Exercise requirements -
A line below contains "context = document.querySelector('canvas').getContext('2d');", and a later one contains "function label(font, color, halo, rows, align". Repeat both, with every line between them, exactly.

________

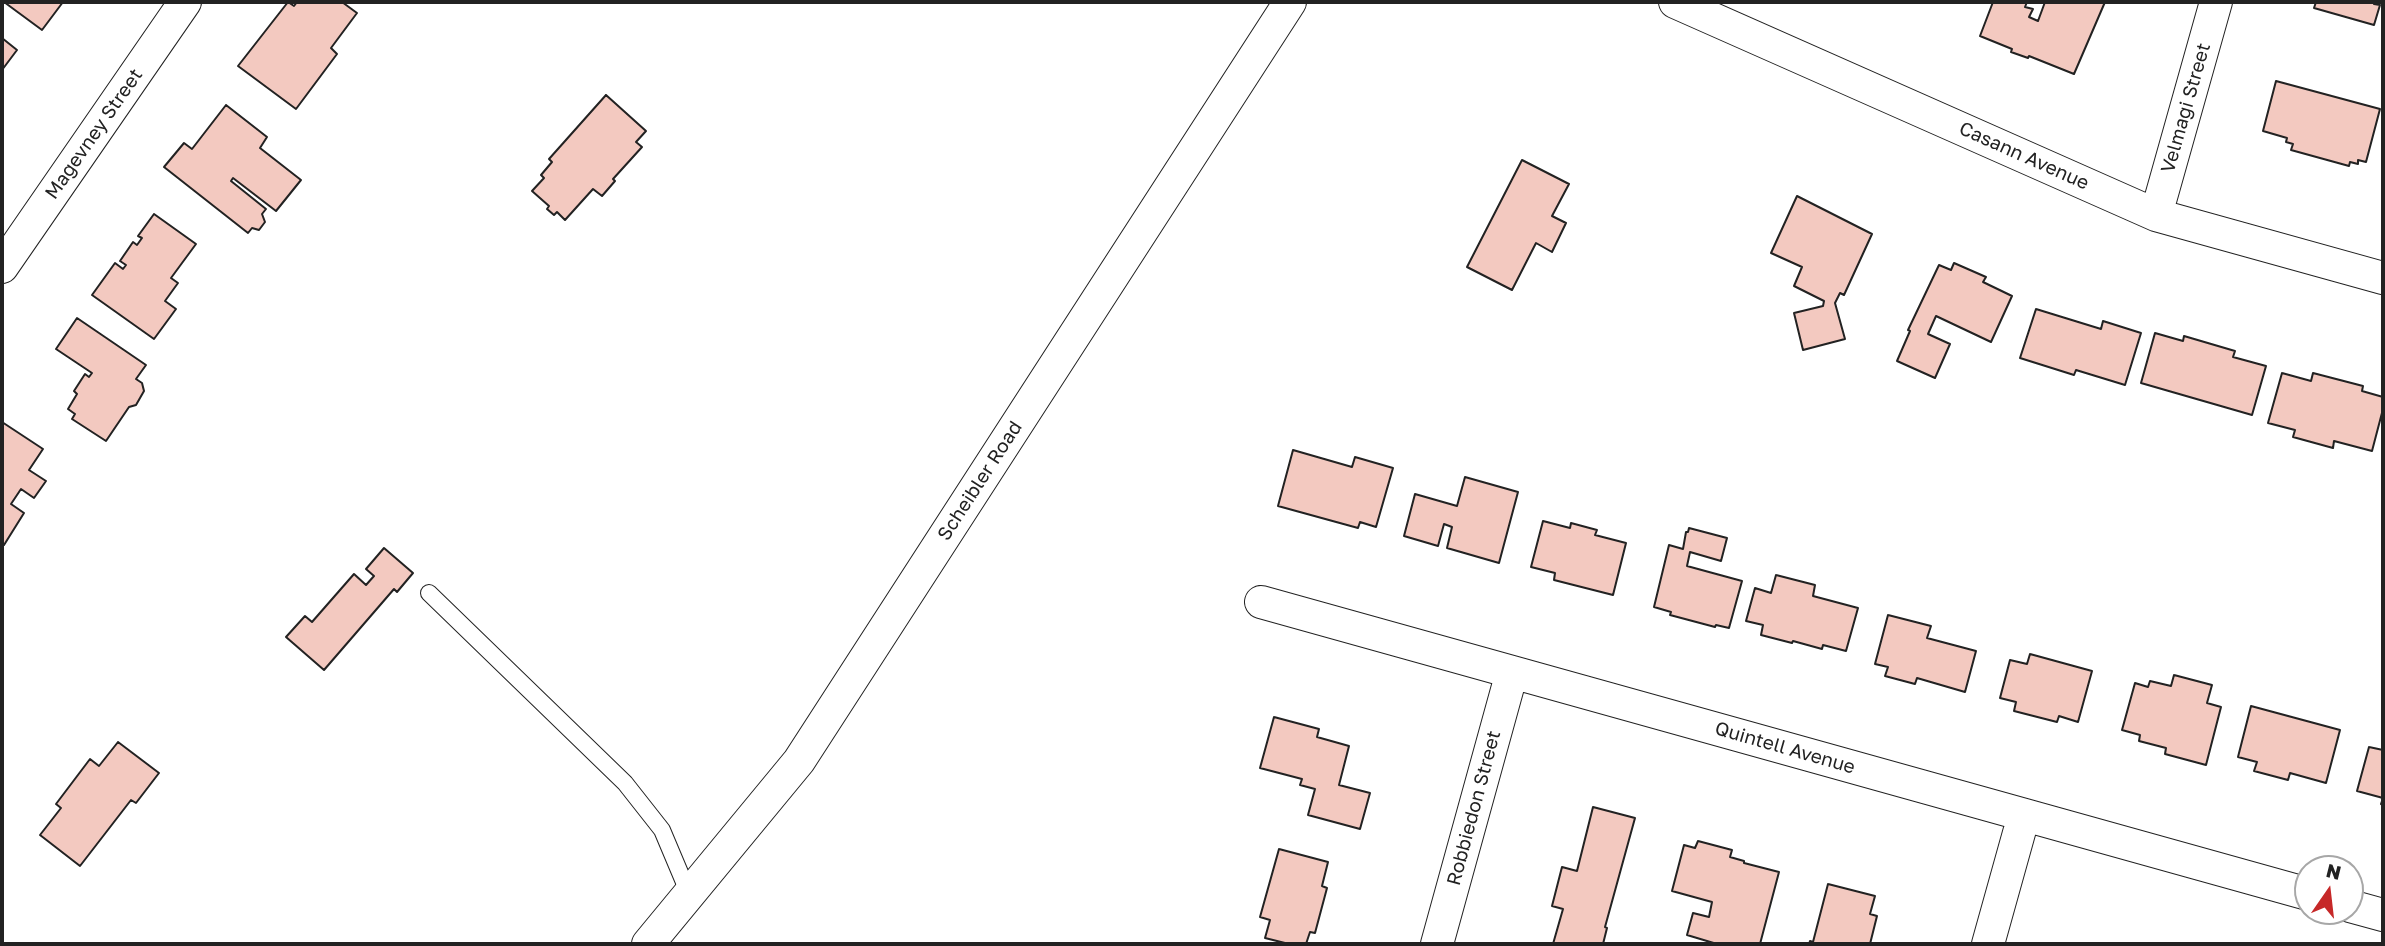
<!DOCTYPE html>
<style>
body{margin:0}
#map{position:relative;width:2385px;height:946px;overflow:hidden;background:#fff;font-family:"Golos Text",sans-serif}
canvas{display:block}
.frame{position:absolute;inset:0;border:4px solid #222;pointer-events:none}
.north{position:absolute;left:2294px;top:855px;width:70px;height:70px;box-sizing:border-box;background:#fff;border:2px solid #a7a7a7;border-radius:50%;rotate:14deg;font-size:19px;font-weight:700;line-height:28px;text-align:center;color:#222}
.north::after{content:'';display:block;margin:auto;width:24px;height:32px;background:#c62828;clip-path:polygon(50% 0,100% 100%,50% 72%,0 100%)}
</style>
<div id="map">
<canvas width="2385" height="946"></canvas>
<div class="frame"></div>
<div class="north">N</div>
</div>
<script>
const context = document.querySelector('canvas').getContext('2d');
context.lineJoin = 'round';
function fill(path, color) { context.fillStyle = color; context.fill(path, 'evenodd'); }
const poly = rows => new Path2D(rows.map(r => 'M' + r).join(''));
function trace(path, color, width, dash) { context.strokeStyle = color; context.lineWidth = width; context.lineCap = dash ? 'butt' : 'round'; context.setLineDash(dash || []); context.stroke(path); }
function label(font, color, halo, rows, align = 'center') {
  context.font = font + ' "Golos Text",sans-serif'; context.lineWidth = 5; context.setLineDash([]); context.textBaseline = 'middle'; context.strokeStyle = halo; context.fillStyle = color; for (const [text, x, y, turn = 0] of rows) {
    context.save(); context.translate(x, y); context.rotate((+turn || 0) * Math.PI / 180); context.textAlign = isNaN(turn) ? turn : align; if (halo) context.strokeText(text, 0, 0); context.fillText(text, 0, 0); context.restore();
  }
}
const building = poly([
 [4,2,63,2,42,30,4,2],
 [288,2,294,6,297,2,342,2,357,13,331,48,337,54,296,109,238,66,288,2],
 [1993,2,2027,2,2025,7,2033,9,2029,17,2038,21,2045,2,2105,2,2074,74,2029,56,2028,58,2011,52,2012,49,1980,36,1993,2],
 [2316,2,2375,2,2374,4,2380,5,2374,25,2314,8,2316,2],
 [2,38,17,50,2,70,2,38],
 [2276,81,2380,109,2366,162,2358,160,2358,164,2350,162,2349,166,2291,150,2293,144,2286,142,2287,138,2263,131,2276,81],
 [606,95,646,131,636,142,642,147,613,179,615,181,602,196,593,189,565,220,557,212,554,215,547,209,549,206,532,191,544,178,541,175,552,162,549,159,606,95],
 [226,105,267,137,260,148,301,180,276,211,233,178,231,181,266,209,262,214,265,222,259,230,252,228,248,233,164,167,184,143,192,149,226,105],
 [1522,160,1569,184,1552,216,1566,223,1552,252,1536,243,1512,290,1467,267,1522,160],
 [1797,196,1872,234,1844,295,1840,293,1835,303,1845,339,1803,350,1794,313,1823,306,1824,301,1794,286,1802,267,1771,253,1797,196],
 [154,214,196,244,171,278,178,283,165,301,176,309,154,339,92,295,115,263,123,269,126,265,120,261,133,242,137,245,142,238,138,236,154,214],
 [1954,263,1986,277,1983,282,2012,296,1991,342,1936,316,1928,334,1950,344,1935,378,1897,361,1910,331,1908,330,1939,265,1951,270,1954,263],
 [2036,309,2101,329,2103,321,2141,333,2125,385,2076,370,2074,375,2020,358,2036,309],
 [77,318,146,365,136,379,142,383,144,391,136,405,129,407,106,441,72,419,75,414,68,409,77,394,74,391,85,374,89,377,92,373,56,349,77,318],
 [2155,333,2183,341,2184,336,2235,351,2233,357,2266,366,2252,415,2141,383,2155,333],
 [2282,373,2311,381,2313,373,2363,386,2362,391,2383,397,2383,409,2372,451,2334,441,2333,448,2293,437,2295,430,2268,423,2282,373],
 [2,422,43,449,29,470,46,481,34,498,21,489,11,504,24,513,4,545,2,544,2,422],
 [1293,450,1352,467,1355,457,1393,468,1376,527,1360,522,1358,528,1278,506,1293,450],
 [1465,477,1518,492,1499,563,1447,548,1452,527,1444,524,1438,546,1404,536,1415,494,1457,506,1465,477],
 [1543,521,1570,528,1571,523,1597,530,1595,535,1626,543,1613,595,1554,580,1555,573,1531,567,1543,521],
 [1689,528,1727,538,1721,561,1690,552,1687,566,1742,581,1729,628,1716,625,1715,627,1670,615,1671,612,1654,607,1669,545,1683,549,1686,532,1688,532,1689,528],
 [384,548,413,573,397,592,394,589,324,670,286,637,305,616,312,622,354,574,366,585,374,576,366,569,384,548],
 [1776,575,1815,585,1813,596,1858,608,1846,651,1823,645,1822,649,1793,641,1792,643,1761,635,1763,625,1746,621,1755,588,1771,593,1776,575],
 [1888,615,1931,626,1927,638,1976,651,1965,692,1917,678,1915,684,1885,676,1888,667,1875,664,1888,615],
 [2030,654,2092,671,2078,722,2059,716,2057,722,2014,711,2016,702,2000,698,2010,660,2027,664,2030,654],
 [2174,675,2212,685,2207,703,2221,707,2206,765,2165,754,2166,748,2139,741,2140,735,2122,730,2135,683,2148,687,2150,681,2171,686,2174,675],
 [2251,706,2340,730,2326,783,2290,773,2288,780,2254,771,2257,762,2238,757,2251,706],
 [1274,717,1319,729,1317,737,1349,746,1339,785,1370,793,1360,829,1308,815,1315,789,1300,785,1302,779,1260,768,1274,717],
 [118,742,159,773,136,803,131,800,80,866,40,835,61,808,56,804,90,759,99,766,118,742],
 [2369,747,2383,750,2383,805,2381,804,2383,798,2357,791,2369,747],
 [1593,807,1635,818,1605,927,1607,928,1603,944,1553,944,1563,909,1552,906,1562,867,1577,871,1593,807],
 [1698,841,1732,850,1730,857,1744,861,1744,863,1779,872,1760,944,1717,944,1687,935,1693,913,1709,917,1712,902,1672,891,1684,845,1695,848,1698,841],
 [1279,849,1328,862,1322,886,1327,888,1315,933,1310,932,1306,944,1289,944,1265,938,1270,920,1260,917,1279,849],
 [1828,884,1875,896,1870,914,1877,916,1870,944,1809,944,1810,941,1813,942,1828,884]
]);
const lane = poly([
 [429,593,625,783,662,830,689,894]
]);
const street = poly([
 [1675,2,2156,215,2383,278],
 [2156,215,2216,2],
 [2,267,185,2],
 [1261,602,2308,894],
 [2350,906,2383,915],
 [648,944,799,761,1290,2],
 [1437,944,1512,672],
 [1988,944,2024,815]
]);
const streetNames = [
 ["Velmagi Street",2186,108,-74],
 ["Magevney Street",94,134,-55],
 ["Casann Avenue",2024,156,24],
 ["Scheibler Road",980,481,-57],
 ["Quintell Avenue",1785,748,16],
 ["Robbiedon Street",1474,808,-75]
];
fill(building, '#f3c9c0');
trace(building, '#222', 2);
trace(lane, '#222', 18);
trace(street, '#222', 34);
trace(lane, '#fff', 16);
trace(street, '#fff', 32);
label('19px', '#222', '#fff', streetNames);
</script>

________

Written answer -
const context = document.querySelector('canvas').getContext('2d');
context.lineJoin = 'round';
function fill(path, color) { context.fillStyle = color; context.fill(path, 'evenodd'); }
const poly = rows => new Path2D(rows.map(r => 'M' + r).join(''));
function trace(path, color, width, dash) { context.strokeStyle = color; context.lineWidth = width; context.lineCap = dash ? 'butt' : 'round'; context.setLineDash(dash || []); context.stroke(path); }
function label(font, color, halo, rows, align = 'center') {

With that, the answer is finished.